Filter the data for lines with the word "points", then copy every line so identified.

==== RECORDS

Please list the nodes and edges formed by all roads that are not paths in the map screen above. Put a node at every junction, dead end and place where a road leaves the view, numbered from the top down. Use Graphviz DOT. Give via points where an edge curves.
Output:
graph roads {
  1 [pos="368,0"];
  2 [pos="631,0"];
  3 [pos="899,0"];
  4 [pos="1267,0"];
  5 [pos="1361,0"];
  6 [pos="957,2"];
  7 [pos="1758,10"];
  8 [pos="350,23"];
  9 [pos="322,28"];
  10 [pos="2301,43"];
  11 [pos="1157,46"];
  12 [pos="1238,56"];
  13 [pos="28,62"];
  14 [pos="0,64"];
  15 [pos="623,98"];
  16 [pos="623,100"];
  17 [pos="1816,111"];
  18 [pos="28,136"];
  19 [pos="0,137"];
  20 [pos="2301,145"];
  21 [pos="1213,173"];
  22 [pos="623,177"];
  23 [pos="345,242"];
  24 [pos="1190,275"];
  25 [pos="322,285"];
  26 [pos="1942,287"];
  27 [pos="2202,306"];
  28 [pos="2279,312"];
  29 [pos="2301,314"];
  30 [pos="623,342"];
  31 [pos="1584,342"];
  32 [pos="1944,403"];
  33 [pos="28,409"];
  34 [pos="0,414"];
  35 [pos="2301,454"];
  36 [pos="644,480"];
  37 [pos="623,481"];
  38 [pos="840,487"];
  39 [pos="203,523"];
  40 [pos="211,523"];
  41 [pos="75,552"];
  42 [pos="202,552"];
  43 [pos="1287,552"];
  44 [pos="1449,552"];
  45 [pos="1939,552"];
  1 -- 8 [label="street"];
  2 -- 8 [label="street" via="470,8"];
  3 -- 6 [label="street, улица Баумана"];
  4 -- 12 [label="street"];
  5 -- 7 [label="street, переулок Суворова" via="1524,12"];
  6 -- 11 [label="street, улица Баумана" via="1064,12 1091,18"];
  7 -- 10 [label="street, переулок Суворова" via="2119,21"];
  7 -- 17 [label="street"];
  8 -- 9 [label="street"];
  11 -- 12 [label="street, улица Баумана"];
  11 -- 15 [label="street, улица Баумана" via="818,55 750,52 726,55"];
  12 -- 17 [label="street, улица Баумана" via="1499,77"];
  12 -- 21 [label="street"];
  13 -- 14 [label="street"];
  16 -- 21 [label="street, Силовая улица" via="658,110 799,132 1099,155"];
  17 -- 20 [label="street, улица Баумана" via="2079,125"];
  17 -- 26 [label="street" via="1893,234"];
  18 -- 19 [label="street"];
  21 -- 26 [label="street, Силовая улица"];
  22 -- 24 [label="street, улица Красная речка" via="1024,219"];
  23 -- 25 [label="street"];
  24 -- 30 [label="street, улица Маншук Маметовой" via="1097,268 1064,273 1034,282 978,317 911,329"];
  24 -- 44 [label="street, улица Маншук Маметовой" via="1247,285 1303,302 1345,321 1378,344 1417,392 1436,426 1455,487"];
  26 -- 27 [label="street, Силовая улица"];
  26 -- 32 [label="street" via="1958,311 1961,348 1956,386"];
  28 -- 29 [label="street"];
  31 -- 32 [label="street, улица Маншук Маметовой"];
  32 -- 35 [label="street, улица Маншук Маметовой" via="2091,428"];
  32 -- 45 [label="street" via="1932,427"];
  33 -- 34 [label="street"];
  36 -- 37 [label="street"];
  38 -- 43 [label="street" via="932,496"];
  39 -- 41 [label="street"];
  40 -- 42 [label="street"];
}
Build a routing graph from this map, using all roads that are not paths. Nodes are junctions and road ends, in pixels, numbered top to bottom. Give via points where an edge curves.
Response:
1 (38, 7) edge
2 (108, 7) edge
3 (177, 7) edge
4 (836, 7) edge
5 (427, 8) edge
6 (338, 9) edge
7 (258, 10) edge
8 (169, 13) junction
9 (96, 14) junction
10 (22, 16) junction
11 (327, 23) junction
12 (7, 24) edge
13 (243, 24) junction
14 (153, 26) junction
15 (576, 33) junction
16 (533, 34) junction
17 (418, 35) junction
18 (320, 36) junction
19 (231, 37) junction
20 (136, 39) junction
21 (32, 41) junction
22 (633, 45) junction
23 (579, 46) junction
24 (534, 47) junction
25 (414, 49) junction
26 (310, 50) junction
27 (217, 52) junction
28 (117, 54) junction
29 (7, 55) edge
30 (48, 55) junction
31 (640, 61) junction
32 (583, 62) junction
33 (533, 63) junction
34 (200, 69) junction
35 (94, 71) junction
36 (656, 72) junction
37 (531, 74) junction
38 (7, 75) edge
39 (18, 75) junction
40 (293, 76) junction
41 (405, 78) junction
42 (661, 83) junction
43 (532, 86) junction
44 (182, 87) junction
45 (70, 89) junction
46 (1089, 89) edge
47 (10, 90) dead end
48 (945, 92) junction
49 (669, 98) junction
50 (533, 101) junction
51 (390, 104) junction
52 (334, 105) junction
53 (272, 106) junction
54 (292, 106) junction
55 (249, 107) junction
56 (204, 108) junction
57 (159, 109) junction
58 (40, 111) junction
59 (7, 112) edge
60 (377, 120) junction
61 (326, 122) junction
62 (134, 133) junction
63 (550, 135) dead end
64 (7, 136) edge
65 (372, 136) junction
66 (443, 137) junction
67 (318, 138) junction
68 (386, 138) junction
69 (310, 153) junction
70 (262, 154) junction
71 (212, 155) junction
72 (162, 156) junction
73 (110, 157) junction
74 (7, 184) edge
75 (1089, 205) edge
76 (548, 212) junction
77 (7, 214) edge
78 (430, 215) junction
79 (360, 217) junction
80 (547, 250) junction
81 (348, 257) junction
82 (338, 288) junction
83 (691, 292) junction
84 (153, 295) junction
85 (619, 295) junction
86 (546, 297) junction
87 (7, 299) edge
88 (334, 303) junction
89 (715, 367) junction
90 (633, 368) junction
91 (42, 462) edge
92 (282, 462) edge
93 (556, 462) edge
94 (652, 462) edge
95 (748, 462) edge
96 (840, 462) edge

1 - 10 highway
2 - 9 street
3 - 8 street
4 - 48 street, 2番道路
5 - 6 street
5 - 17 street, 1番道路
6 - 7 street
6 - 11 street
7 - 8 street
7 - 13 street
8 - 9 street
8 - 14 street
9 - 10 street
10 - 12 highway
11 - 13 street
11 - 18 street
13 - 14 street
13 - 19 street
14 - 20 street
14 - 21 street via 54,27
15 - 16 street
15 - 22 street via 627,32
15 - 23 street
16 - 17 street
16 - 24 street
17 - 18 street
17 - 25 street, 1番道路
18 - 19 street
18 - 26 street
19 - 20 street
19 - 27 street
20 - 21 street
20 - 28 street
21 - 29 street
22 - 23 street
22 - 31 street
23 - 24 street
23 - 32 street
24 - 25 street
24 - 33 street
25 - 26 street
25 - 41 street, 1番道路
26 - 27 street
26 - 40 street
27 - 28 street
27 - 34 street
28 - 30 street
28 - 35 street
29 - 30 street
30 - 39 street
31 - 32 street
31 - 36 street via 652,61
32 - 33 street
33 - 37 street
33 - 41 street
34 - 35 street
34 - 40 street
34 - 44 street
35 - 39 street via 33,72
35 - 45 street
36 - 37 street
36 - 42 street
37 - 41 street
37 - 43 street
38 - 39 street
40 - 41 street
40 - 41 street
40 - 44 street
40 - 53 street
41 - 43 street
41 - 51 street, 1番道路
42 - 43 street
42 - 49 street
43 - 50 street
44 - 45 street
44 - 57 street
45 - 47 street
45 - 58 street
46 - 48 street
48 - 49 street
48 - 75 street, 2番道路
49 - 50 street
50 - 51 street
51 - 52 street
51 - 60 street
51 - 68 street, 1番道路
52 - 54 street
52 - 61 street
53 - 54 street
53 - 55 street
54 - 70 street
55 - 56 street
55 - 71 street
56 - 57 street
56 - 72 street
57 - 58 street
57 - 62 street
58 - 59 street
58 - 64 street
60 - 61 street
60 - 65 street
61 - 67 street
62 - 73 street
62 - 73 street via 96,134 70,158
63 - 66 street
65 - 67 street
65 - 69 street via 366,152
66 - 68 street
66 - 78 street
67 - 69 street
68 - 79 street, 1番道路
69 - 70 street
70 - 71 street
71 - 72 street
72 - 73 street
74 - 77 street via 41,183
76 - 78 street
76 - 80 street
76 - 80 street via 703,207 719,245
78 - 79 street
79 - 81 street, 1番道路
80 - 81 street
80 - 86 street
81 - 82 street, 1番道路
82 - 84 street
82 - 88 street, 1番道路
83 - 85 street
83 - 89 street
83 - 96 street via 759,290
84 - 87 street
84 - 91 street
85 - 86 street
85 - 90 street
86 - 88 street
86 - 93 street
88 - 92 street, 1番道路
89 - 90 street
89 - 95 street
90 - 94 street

========

# RESULT:
Please list the nodes and edges formed by all roads that are not paths in the map screen above. Put a node at every junction, dead end and place where a road leaves the view, numbered from the top down. Use Graphviz DOT. Give via points where an edge curves.
Build a routing graph from this map, using all roads that are not paths. Nodes are junctions and road ends, in pixels, numbered top to bottom. Give via points where an edge curves.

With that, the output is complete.